DATA SUPPLIED: Begin

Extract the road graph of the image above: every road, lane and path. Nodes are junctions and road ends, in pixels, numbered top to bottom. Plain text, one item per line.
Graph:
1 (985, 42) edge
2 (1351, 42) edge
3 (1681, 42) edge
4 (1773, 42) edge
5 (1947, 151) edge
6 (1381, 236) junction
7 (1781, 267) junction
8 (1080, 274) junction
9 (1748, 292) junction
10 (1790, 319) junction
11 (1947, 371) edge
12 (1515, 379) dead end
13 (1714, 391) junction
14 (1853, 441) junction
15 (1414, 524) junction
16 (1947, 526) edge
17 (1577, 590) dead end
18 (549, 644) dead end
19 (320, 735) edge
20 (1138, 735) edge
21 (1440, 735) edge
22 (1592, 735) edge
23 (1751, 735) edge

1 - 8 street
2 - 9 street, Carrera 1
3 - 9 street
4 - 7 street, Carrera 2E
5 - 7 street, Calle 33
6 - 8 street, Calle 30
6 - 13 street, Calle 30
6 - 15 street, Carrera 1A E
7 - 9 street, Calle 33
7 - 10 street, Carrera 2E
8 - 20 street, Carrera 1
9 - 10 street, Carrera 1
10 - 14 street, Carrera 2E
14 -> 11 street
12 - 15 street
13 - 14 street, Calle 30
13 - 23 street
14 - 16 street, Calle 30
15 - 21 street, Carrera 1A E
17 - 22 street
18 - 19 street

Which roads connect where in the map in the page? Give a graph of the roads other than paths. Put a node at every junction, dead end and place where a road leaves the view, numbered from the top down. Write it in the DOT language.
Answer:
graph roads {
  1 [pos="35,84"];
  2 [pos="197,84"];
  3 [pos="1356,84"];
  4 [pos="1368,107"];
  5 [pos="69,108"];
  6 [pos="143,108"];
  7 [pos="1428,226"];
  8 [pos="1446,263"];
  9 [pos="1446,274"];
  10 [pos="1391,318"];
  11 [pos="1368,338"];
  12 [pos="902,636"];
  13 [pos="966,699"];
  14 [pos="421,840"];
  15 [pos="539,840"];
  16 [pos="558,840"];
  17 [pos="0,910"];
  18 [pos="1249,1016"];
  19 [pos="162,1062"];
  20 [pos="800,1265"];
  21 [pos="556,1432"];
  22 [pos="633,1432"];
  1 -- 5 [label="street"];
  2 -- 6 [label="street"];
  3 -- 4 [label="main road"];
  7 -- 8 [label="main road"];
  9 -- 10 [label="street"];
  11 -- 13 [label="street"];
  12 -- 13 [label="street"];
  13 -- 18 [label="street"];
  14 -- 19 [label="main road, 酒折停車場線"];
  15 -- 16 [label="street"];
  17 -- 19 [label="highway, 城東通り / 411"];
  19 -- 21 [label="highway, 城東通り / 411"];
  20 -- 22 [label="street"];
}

DATA SUPPLIED: End
DATA SUPPLIED: Begin

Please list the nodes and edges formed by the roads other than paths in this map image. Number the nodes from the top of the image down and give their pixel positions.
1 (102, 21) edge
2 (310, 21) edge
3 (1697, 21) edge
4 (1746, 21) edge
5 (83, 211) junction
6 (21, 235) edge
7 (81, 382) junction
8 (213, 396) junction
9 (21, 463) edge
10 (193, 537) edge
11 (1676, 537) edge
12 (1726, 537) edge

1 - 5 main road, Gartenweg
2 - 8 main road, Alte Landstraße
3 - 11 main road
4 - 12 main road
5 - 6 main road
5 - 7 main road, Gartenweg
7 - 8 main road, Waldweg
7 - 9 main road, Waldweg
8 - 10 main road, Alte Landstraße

DATA SUPPLIED: End

Going through the listing above, tally the lines that contain the word "every" and state the total alone.

→ **SOLVED EXERCISE**:
2